▶ [Problem details]
Report each line of the records below that uses the word "down".

▶ [Records for this exercise]
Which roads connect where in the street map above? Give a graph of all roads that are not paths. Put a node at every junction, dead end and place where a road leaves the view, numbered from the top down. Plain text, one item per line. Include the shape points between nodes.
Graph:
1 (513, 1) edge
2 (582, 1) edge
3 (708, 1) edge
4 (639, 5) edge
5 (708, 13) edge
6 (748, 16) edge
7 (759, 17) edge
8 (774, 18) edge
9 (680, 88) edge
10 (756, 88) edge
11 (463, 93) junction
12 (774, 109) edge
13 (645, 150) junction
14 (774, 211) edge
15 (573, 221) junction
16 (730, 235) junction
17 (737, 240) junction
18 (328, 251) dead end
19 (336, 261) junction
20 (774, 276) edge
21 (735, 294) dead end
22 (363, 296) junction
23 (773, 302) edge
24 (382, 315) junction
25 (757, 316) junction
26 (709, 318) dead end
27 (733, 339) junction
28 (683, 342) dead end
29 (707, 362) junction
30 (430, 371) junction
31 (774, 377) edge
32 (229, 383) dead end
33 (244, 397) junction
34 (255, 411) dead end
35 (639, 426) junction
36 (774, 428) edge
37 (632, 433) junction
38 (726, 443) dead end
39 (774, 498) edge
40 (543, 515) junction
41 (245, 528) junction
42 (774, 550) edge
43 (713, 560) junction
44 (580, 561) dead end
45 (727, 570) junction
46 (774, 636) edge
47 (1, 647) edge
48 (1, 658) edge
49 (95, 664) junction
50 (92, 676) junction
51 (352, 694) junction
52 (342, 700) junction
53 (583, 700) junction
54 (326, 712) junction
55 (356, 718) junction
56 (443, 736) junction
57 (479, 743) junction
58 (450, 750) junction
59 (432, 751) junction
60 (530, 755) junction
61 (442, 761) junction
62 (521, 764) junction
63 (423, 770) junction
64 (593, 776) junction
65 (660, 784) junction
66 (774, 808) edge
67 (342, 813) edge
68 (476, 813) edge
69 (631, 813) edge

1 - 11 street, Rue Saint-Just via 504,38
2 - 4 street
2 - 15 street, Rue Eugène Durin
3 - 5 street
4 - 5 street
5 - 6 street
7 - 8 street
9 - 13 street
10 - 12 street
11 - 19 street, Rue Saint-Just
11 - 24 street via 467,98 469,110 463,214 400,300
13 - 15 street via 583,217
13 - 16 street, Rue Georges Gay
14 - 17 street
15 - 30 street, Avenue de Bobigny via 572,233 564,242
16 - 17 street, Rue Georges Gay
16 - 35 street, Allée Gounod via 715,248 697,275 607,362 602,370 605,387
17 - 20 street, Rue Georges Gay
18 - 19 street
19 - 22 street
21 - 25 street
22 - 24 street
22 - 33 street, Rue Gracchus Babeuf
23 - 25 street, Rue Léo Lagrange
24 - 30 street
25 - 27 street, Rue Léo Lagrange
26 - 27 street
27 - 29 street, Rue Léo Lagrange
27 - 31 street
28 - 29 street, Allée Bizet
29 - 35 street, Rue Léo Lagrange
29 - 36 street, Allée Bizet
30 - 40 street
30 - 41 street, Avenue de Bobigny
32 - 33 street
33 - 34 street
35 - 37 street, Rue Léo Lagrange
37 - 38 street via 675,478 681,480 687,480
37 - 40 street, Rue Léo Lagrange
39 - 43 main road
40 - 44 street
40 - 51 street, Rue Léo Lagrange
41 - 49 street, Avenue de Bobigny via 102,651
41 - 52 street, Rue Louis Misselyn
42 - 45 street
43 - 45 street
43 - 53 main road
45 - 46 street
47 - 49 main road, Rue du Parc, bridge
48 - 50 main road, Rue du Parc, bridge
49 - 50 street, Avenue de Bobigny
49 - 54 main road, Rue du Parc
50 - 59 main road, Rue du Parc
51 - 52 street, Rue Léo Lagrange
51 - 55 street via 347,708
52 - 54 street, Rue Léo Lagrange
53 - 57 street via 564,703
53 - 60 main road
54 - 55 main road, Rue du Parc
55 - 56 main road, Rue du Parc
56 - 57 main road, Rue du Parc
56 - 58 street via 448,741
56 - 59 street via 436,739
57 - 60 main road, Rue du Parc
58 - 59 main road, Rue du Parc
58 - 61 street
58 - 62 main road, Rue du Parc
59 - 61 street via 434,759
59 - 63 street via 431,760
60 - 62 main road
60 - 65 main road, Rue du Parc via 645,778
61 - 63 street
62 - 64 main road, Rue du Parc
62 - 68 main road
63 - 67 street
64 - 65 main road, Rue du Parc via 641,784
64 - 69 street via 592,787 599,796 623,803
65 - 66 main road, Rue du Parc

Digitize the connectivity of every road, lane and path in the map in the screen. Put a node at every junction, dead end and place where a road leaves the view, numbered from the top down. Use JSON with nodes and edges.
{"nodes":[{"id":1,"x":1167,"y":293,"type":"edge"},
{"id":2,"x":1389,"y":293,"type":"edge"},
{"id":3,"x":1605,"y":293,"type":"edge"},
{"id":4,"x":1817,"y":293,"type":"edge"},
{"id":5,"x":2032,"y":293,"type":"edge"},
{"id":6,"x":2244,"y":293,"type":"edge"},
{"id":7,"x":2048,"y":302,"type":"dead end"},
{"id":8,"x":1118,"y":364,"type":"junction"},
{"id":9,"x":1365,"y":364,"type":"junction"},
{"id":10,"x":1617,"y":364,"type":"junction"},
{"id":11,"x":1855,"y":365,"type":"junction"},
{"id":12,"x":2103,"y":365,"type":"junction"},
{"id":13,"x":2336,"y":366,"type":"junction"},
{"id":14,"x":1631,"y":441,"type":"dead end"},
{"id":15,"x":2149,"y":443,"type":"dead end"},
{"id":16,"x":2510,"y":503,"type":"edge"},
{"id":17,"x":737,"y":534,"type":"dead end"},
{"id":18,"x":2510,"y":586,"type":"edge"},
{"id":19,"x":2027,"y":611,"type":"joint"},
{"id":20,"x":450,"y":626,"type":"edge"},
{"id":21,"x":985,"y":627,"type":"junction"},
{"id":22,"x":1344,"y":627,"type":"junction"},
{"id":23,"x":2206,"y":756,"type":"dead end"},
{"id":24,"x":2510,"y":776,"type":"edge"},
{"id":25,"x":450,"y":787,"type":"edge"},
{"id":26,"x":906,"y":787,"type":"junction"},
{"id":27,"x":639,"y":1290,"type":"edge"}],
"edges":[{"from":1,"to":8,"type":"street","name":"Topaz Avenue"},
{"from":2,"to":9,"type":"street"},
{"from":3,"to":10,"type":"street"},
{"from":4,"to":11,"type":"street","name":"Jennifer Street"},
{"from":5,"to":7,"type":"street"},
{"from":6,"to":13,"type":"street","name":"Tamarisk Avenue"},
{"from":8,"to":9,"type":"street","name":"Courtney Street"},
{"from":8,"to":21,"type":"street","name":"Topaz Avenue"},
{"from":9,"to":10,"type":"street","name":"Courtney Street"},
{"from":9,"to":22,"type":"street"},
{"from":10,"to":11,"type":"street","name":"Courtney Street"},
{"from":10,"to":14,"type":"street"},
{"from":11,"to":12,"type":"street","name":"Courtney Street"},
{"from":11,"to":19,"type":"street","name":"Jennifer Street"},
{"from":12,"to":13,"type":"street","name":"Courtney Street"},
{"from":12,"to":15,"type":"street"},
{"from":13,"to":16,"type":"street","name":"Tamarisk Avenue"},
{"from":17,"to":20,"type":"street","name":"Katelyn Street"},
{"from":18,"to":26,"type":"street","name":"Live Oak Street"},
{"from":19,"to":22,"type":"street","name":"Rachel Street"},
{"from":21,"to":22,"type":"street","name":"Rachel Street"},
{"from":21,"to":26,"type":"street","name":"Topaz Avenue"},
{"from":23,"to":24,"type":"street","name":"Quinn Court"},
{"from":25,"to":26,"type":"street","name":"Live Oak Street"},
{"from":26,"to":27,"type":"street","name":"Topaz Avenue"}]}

▶ [Result below]
Which roads connect where in the street map above? Give a graph of all roads that are not paths. Put a node at every junction, dead end and place where a road leaves the view, numbered from the top down. Plain text, one item per line. Include the shape points between nodes.
Digitize the connectivity of every road, lane and path in the map in the screen. Put a node at every junction, dead end and place where a road leaves the view, numbered from the top down. Use JSON with nodes and edges.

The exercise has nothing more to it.